** WORK TO COMPLETE **
The answer must consist of every line from the data that holds the string "Wigwam".

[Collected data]
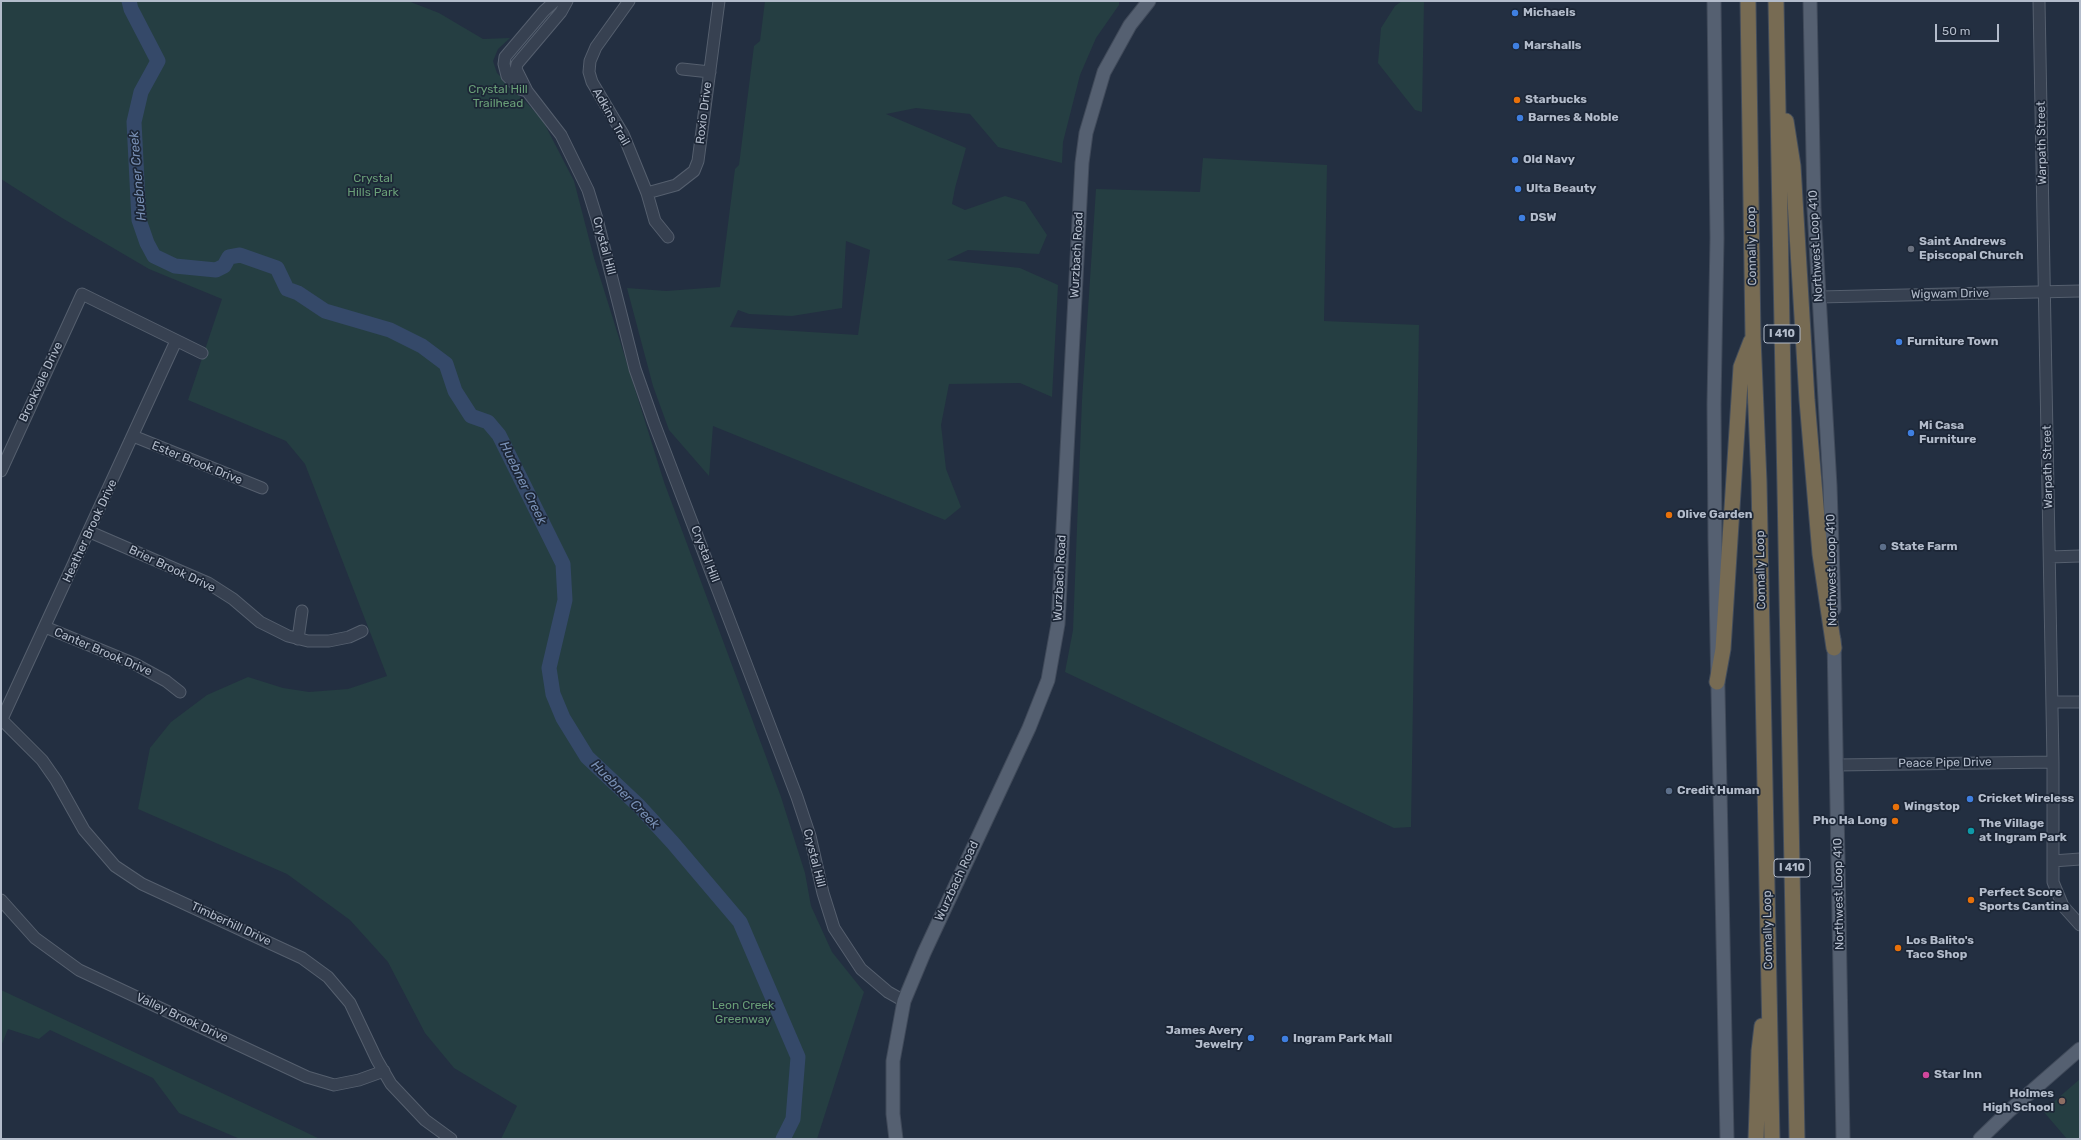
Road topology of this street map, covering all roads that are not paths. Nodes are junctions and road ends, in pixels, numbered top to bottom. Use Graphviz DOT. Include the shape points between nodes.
graph roads {
  1 [pos="555,1"];
  2 [pos="567,1"];
  3 [pos="628,1"];
  4 [pos="719,1"];
  5 [pos="1149,1"];
  6 [pos="1714,1"];
  7 [pos="1748,1"];
  8 [pos="1776,1"];
  9 [pos="1810,1"];
  10 [pos="2039,1"];
  11 [pos="682,69"];
  12 [pos="1777,71"];
  13 [pos="710,72"];
  14 [pos="527,91"];
  15 [pos="647,193"];
  16 [pos="668,237"];
  17 [pos="2080,291"];
  18 [pos="2046,292"];
  19 [pos="1819,297"];
  20 [pos="1753,337"];
  21 [pos="176,341"];
  22 [pos="202,353"];
  23 [pos="133,436"];
  24 [pos="1,471"];
  25 [pos="262,488"];
  26 [pos="90,532"];
  27 [pos="2080,556"];
  28 [pos="2050,557"];
  29 [pos="302,611"];
  30 [pos="45,627"];
  31 [pos="362,632"];
  32 [pos="298,639"];
  33 [pos="1834,648"];
  34 [pos="1717,682"];
  35 [pos="180,692"];
  36 [pos="2052,702"];
  37 [pos="2080,702"];
  38 [pos="2,719"];
  39 [pos="2053,762"];
  40 [pos="1837,765"];
  41 [pos="2080,858"];
  42 [pos="2053,861"];
  43 [pos="1,900"];
  44 [pos="2080,924"];
  45 [pos="1769,978"];
  46 [pos="904,1001"];
  47 [pos="2080,1049"];
  48 [pos="384,1071"];
  49 [pos="451,1139"];
  50 [pos="896,1139"];
  51 [pos="1727,1139"];
  52 [pos="1756,1139"];
  53 [pos="1772,1139"];
  54 [pos="1798,1139"];
  55 [pos="1843,1139"];
  56 [pos="1980,1139"];
  1 -- 14 [label="street, Crystal Hill" via="507,53 504,64 507,76 520,89"];
  2 -- 14 [label="street, Crystal Hill" via="561,12 517,64 518,75 526,85"];
  3 -- 15 [label="street, Adkins Trail" via="596,47 590,61 589,72 592,82 623,134"];
  4 -- 13 [label="street, Roxio Drive"];
  5 -- 46 [label="main road, Wurzbach Road" via="1130,25 1104,72 1086,133 1058,624 1048,680 1027,733"];
  6 -- 34 [label="main road" via="1717,226 1714,404"];
  7 -- 20 [label="highway, Connally Loop / I 410"];
  8 -- 12 [label="highway, I 410"];
  9 -- 19 [label="main road, Northwest Loop 410" via="1814,208"];
  10 -- 18 [label="street, Warpath Street"];
  11 -- 13 [label="street"];
  12 -- 33 [label="highway" via="1793,166 1807,400 1820,554"];
  12 -- 54 [label="highway, I 410"];
  13 -- 15 [label="street, Roxio Drive" via="698,162 694,171 676,185"];
  14 -- 46 [label="street, Crystal Hill" via="561,135 588,190 598,219 635,369 797,797 834,928 861,969 888,992"];
  15 -- 16 [label="street, Adkins Trail" via="655,221"];
  17 -- 18 [label="street, Wigwam Drive"];
  18 -- 19 [label="street, Wigwam Drive"];
  18 -- 28 [label="street, Warpath Street"];
  19 -- 33 [label="main road, Northwest Loop 410" via="1830,492"];
  20 -- 34 [label="highway" via="1741,367 1723,649"];
  20 -- 45 [label="highway, Connally Loop / I 410" via="1759,482"];
  21 -- 22 [label="street"];
  21 -- 23 [label="street, Heather Brook Drive"];
  21 -- 24 [label="street, Brookvale Drive" via="82,294"];
  23 -- 25 [label="street, Ester Brook Drive"];
  23 -- 26 [label="street, Heather Brook Drive"];
  26 -- 30 [label="street, Heather Brook Drive"];
  26 -- 32 [label="street, Brier Brook Drive" via="208,583 269,628"];
  27 -- 28 [label="street"];
  28 -- 36 [label="street, Warpath Street"];
  29 -- 32 [label="street"];
  30 -- 35 [label="street, Canter Brook Drive" via="135,664"];
  30 -- 38 [label="street, Heather Brook Drive"];
  31 -- 32 [label="street, Brier Brook Drive" via="329,641"];
  33 -- 40 [label="main road, Northwest Loop 410"];
  34 -- 51 [label="main road"];
  36 -- 37 [label="street"];
  36 -- 39 [label="street, Warpath Street"];
  38 -- 48 [label="street, Timberhill Drive" via="42,760 84,830 115,866 142,884 302,958 328,977 350,1003"];
  39 -- 40 [label="street, Peace Pipe Drive"];
  39 -- 42 [label="street, Warpath Street"];
  40 -- 55 [label="main road, Northwest Loop 410"];
  41 -- 42 [label="street"];
  42 -- 44 [label="street, Warpath Street" via="2055,890 2063,906"];
  43 -- 48 [label="street, Valley Brook Drive" via="35,938 79,970 307,1077 334,1085"];
  45 -- 52 [label="highway" via="1759,1051"];
  45 -- 53 [label="highway, Connally Loop / I 410"];
  46 -- 50 [label="main road, Wurzbach Road" via="893,1061 893,1114"];
  47 -- 56 [label="main road"];
  48 -- 49 [label="street, Timberhill Drive" via="400,1095 425,1120"];
}
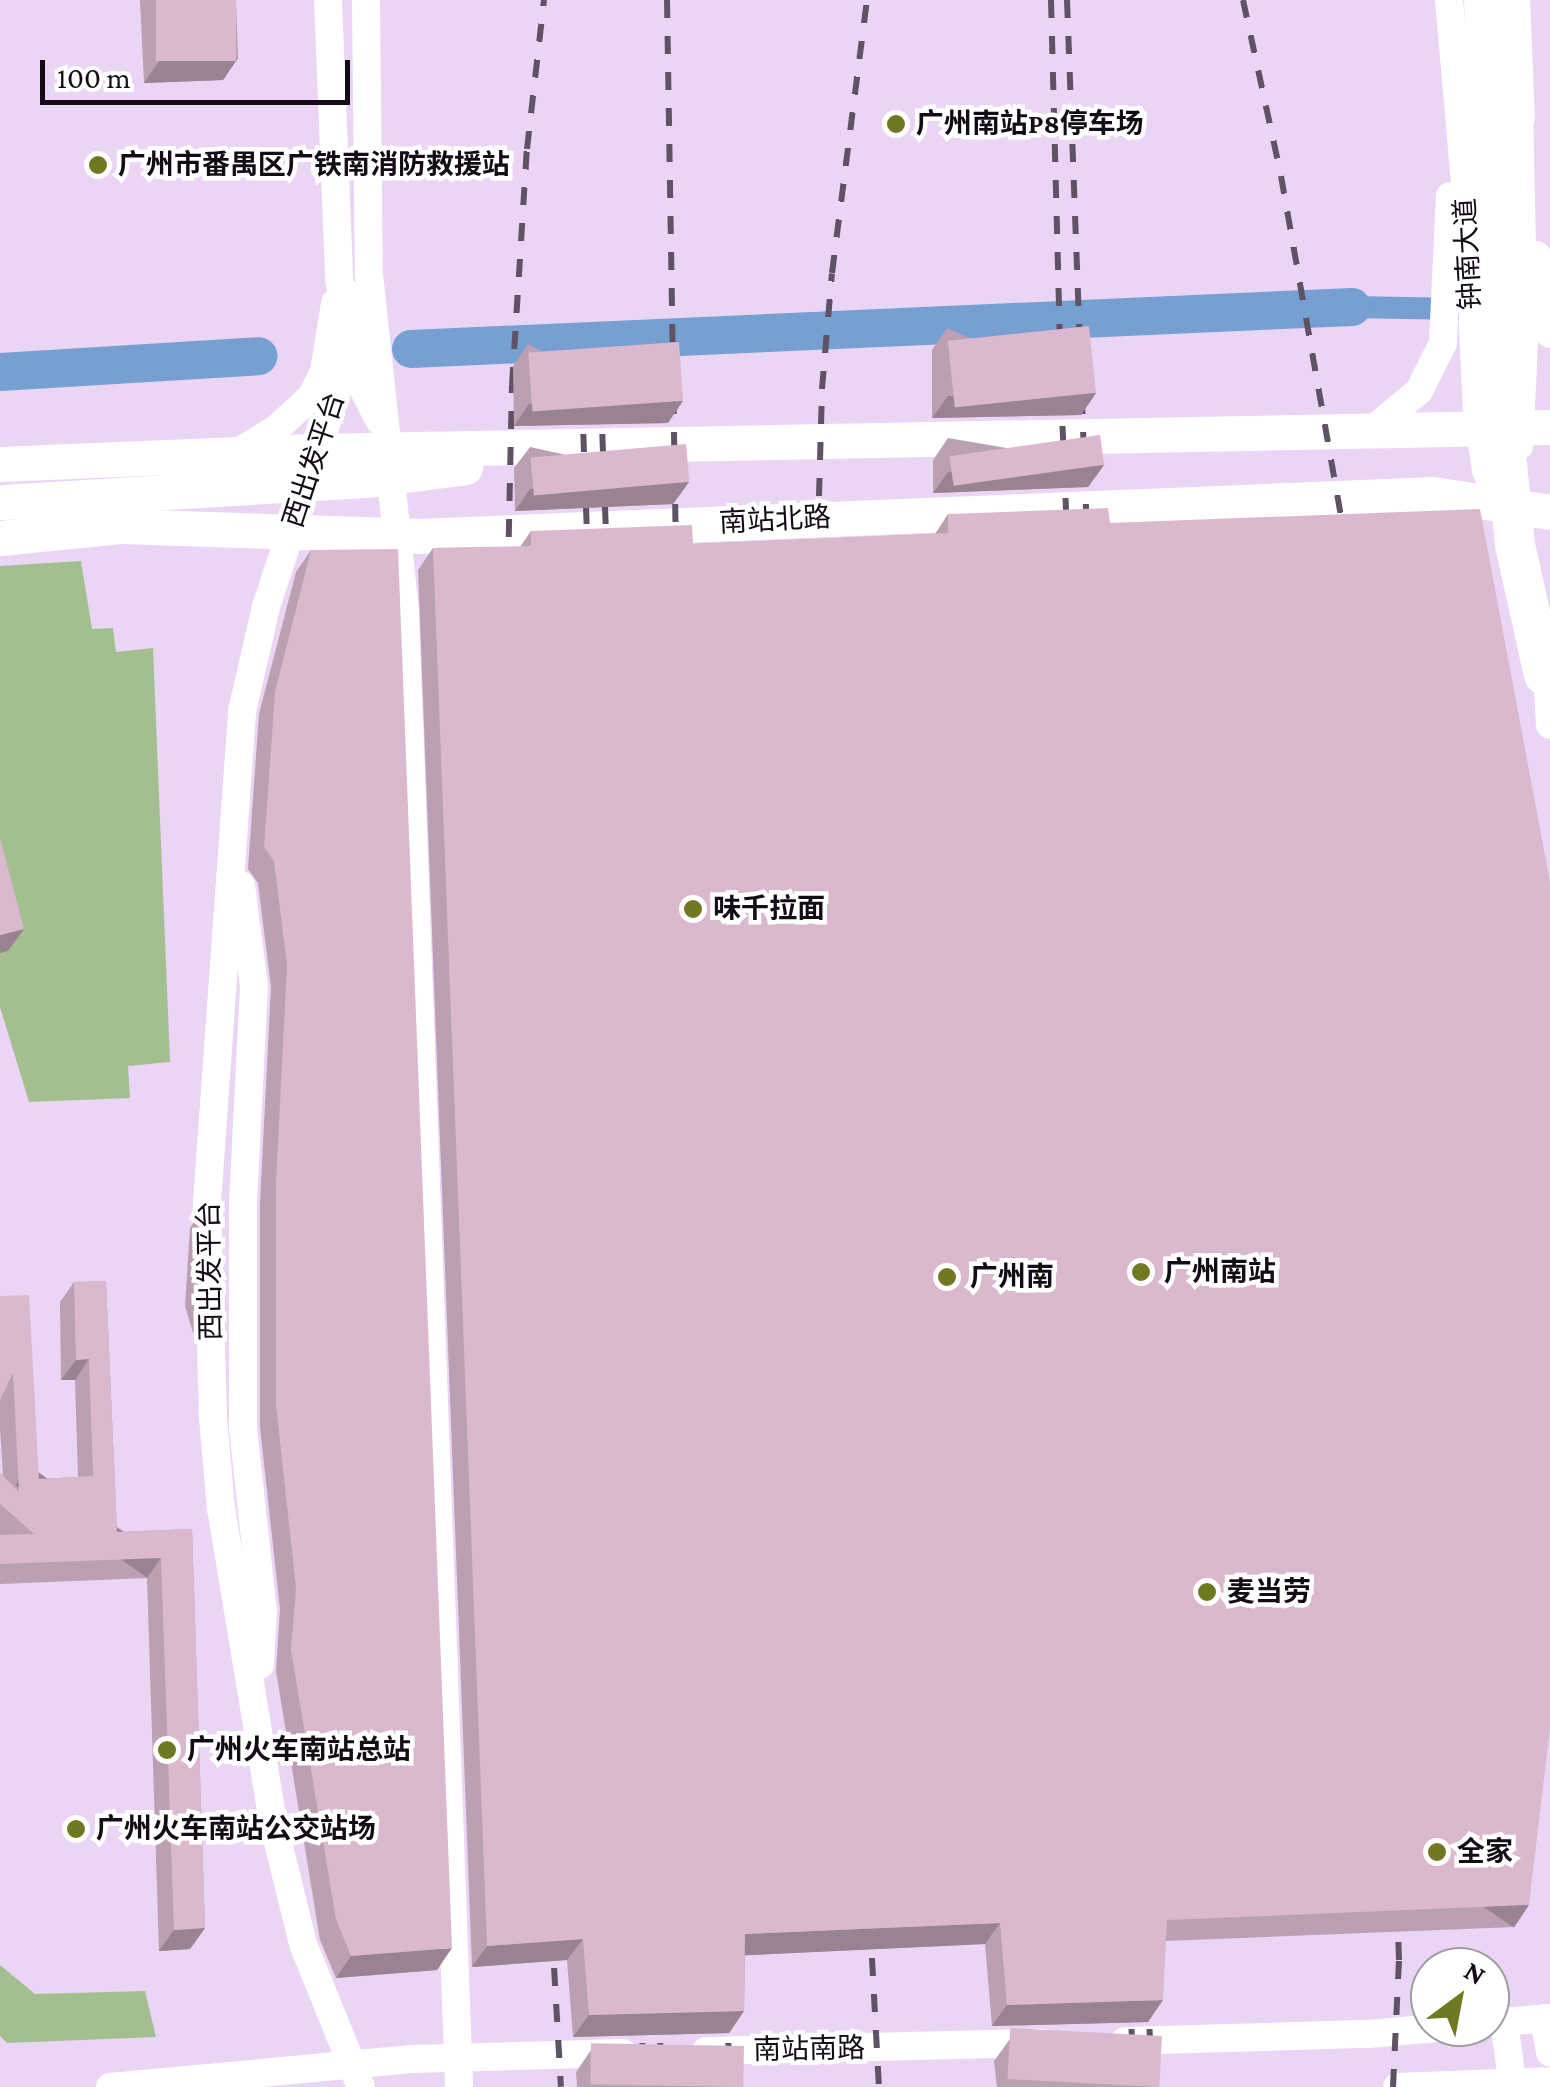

** SOLUTION TO THE EXERCISE **
  17 -- 18 [label="street, Wigwam Drive"];
  18 -- 19 [label="street, Wigwam Drive"];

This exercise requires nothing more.